REQUIRED WORK:
From the top of the entries, reproduce each line exactly, stopping after the line that contains "I need the junctions". Omit pictures.

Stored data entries
▬▬▬▬▬▬

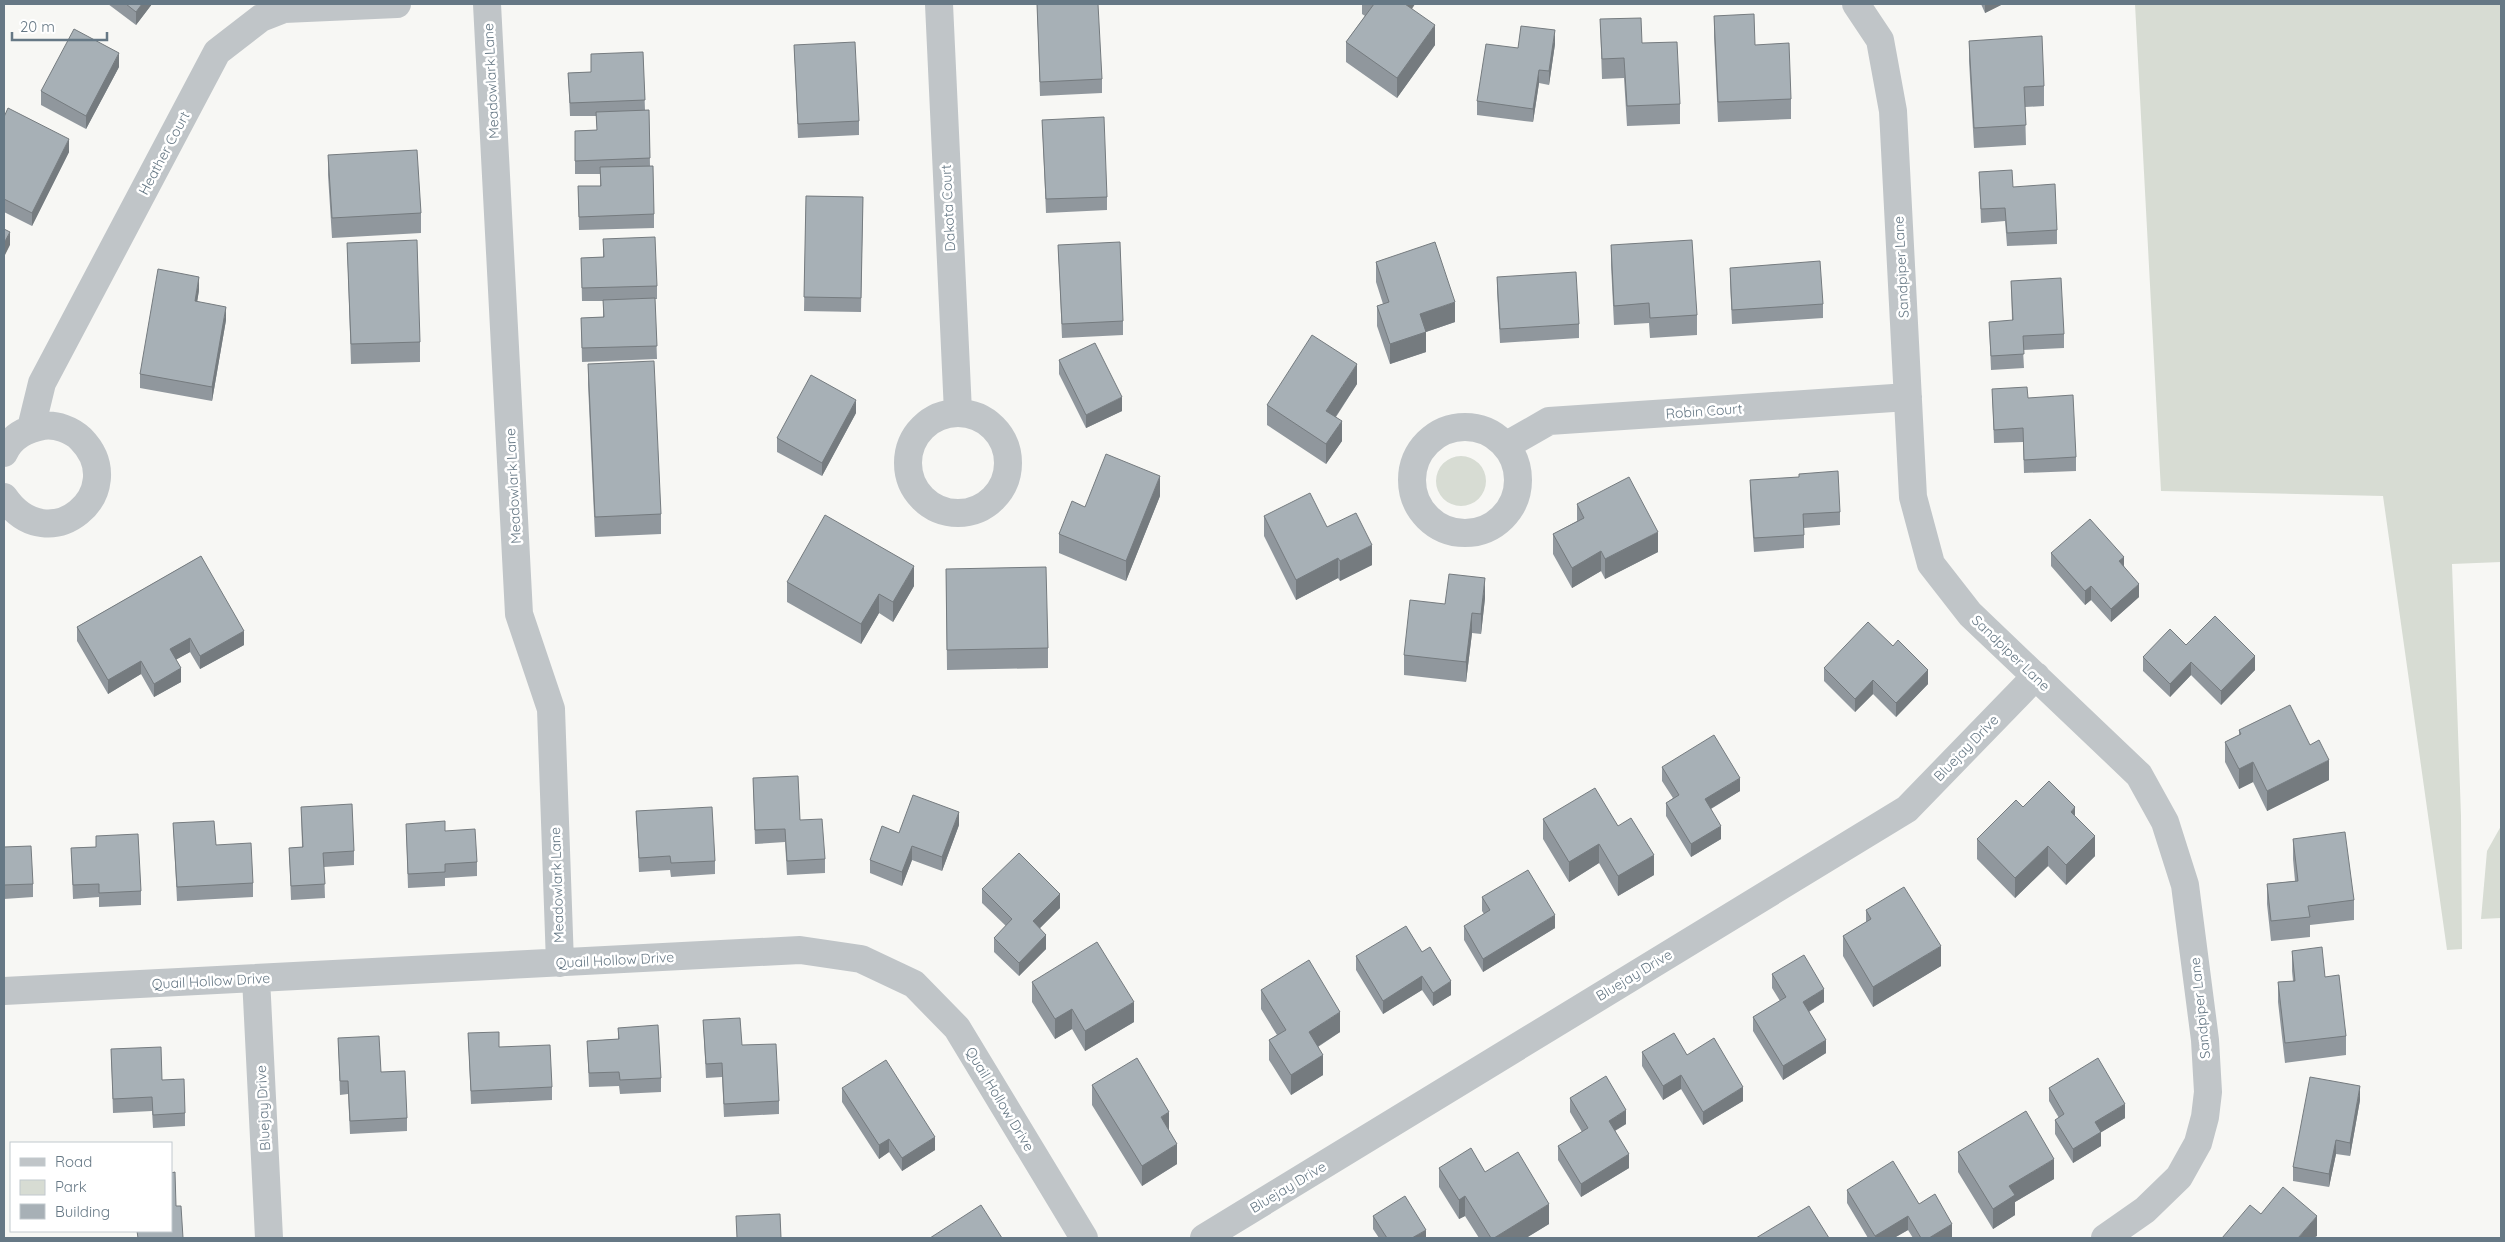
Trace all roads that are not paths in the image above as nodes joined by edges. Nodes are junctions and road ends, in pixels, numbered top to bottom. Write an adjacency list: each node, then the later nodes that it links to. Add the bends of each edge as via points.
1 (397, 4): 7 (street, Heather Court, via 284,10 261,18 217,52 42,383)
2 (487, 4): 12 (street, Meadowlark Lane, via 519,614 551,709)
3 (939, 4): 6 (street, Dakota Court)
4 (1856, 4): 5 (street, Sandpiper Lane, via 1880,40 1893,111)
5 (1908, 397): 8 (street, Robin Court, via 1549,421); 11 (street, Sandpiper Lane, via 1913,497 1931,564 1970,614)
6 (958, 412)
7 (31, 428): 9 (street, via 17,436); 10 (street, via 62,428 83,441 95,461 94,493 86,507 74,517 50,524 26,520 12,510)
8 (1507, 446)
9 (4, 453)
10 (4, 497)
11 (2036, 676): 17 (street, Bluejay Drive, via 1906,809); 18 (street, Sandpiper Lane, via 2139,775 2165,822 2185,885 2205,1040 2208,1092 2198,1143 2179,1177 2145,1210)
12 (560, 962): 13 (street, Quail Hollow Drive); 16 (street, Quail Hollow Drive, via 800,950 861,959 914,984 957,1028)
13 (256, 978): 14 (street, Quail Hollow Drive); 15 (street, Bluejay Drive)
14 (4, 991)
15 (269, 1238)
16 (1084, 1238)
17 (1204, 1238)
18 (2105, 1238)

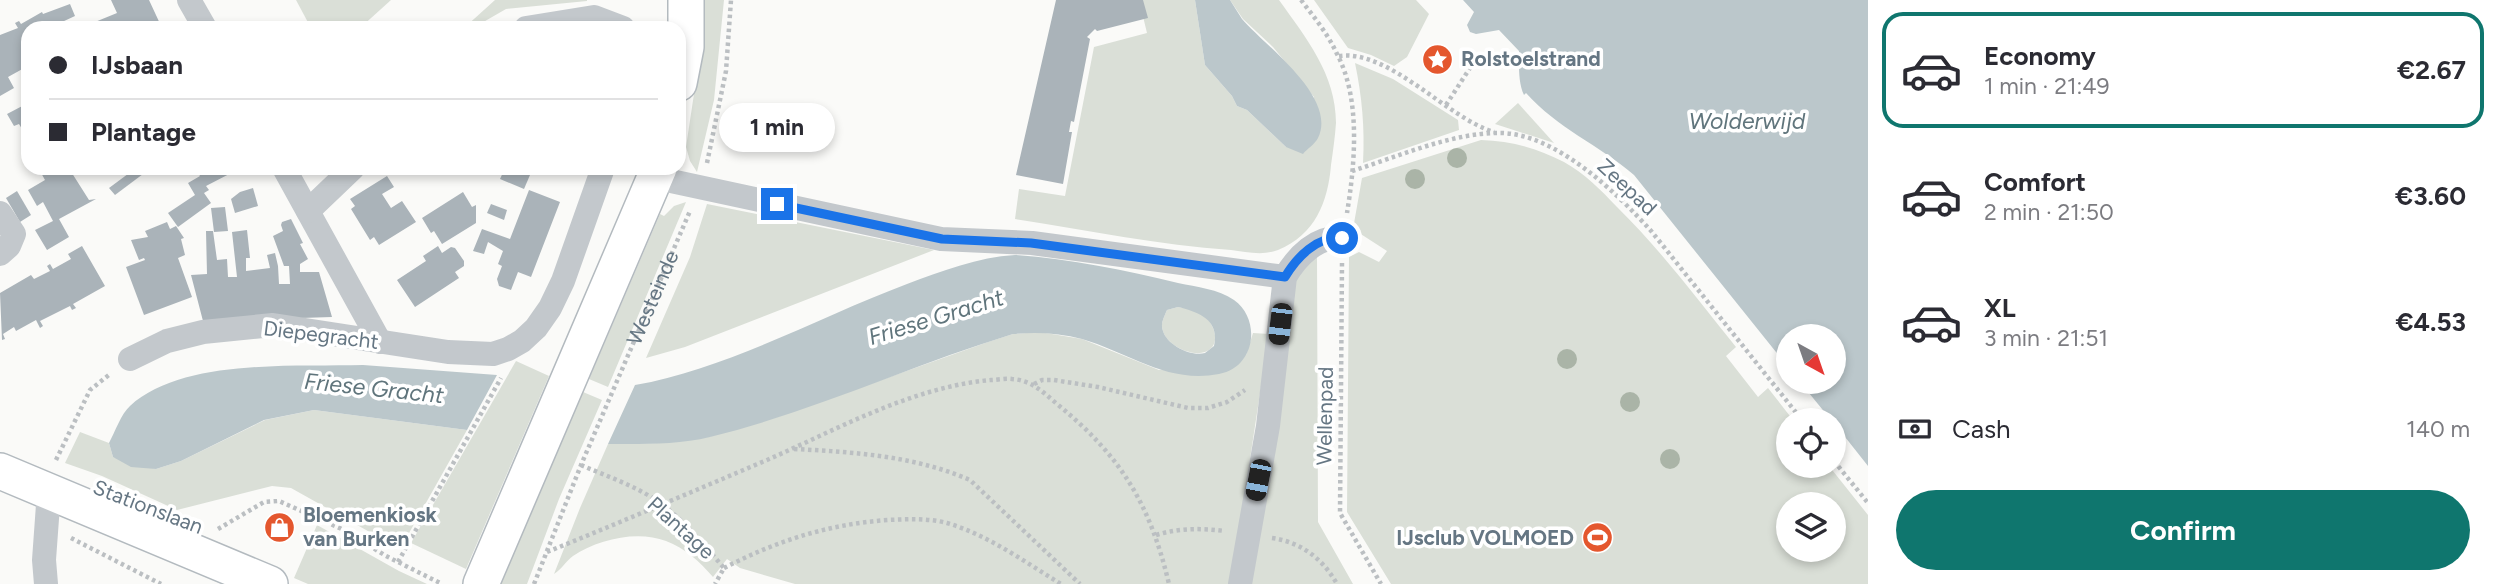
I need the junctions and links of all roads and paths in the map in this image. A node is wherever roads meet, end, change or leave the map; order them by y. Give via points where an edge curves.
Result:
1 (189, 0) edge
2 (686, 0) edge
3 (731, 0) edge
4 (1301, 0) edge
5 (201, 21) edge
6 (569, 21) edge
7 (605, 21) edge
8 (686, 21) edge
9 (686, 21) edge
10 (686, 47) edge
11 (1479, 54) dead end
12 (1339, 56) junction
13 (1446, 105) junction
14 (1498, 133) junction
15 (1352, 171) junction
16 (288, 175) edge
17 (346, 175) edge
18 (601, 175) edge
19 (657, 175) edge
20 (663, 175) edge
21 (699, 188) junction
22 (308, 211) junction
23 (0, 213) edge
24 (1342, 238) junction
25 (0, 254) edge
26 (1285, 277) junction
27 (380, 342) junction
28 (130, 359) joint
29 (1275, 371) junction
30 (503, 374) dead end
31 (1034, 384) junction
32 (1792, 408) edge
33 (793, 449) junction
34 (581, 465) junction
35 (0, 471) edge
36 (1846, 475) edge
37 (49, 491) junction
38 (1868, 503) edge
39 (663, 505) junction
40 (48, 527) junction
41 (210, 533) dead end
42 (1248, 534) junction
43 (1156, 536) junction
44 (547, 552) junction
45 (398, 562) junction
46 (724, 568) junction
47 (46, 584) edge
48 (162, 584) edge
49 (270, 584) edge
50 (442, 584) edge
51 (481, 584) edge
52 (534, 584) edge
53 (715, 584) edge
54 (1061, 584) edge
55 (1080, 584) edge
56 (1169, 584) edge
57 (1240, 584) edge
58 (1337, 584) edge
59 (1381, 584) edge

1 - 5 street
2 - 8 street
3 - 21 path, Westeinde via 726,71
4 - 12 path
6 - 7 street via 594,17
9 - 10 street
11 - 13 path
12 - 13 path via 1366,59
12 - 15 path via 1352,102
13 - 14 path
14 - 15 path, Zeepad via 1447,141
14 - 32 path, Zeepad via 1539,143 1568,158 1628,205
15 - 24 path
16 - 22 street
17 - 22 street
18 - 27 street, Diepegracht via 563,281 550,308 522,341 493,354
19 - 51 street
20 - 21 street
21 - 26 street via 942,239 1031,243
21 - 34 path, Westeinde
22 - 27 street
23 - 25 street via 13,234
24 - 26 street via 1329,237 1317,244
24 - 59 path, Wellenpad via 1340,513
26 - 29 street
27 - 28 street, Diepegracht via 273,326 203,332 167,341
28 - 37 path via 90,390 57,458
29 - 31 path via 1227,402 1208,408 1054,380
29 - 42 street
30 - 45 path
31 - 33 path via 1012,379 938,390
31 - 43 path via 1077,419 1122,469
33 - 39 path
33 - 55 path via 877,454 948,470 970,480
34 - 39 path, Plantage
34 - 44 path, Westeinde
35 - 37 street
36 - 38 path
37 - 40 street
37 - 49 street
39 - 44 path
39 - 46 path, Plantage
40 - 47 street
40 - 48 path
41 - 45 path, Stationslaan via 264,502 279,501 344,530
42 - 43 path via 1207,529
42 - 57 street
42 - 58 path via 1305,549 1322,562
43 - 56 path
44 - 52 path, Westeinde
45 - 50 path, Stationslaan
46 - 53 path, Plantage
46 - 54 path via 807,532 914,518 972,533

▬▬▬▬▬▬

ANSWER TO THIS PROBLEM:
Trace all roads that are not paths in the image above as nodes joined by edges. Nodes are junctions and road ends, in pixels, numbered top to bottom. Write an adjacency list: each node, then the later nodes that it links to. Add the bends of each edge as via points.
1 (397, 4): 7 (street, Heather Court, via 284,10 261,18 217,52 42,383)
2 (487, 4): 12 (street, Meadowlark Lane, via 519,614 551,709)
3 (939, 4): 6 (street, Dakota Court)
4 (1856, 4): 5 (street, Sandpiper Lane, via 1880,40 1893,111)
5 (1908, 397): 8 (street, Robin Court, via 1549,421); 11 (street, Sandpiper Lane, via 1913,497 1931,564 1970,614)
6 (958, 412)
7 (31, 428): 9 (street, via 17,436); 10 (street, via 62,428 83,441 95,461 94,493 86,507 74,517 50,524 26,520 12,510)
8 (1507, 446)
9 (4, 453)
10 (4, 497)
11 (2036, 676): 17 (street, Bluejay Drive, via 1906,809); 18 (street, Sandpiper Lane, via 2139,775 2165,822 2185,885 2205,1040 2208,1092 2198,1143 2179,1177 2145,1210)
12 (560, 962): 13 (street, Quail Hollow Drive); 16 (street, Quail Hollow Drive, via 800,950 861,959 914,984 957,1028)
13 (256, 978): 14 (street, Quail Hollow Drive); 15 (street, Bluejay Drive)
14 (4, 991)
15 (269, 1238)
16 (1084, 1238)
17 (1204, 1238)
18 (2105, 1238)

I need the junctions and links of all roads and paths in the map in this image. A node is wherever roads meet, end, change or leave the map; order them by y. Give via points where an edge curves.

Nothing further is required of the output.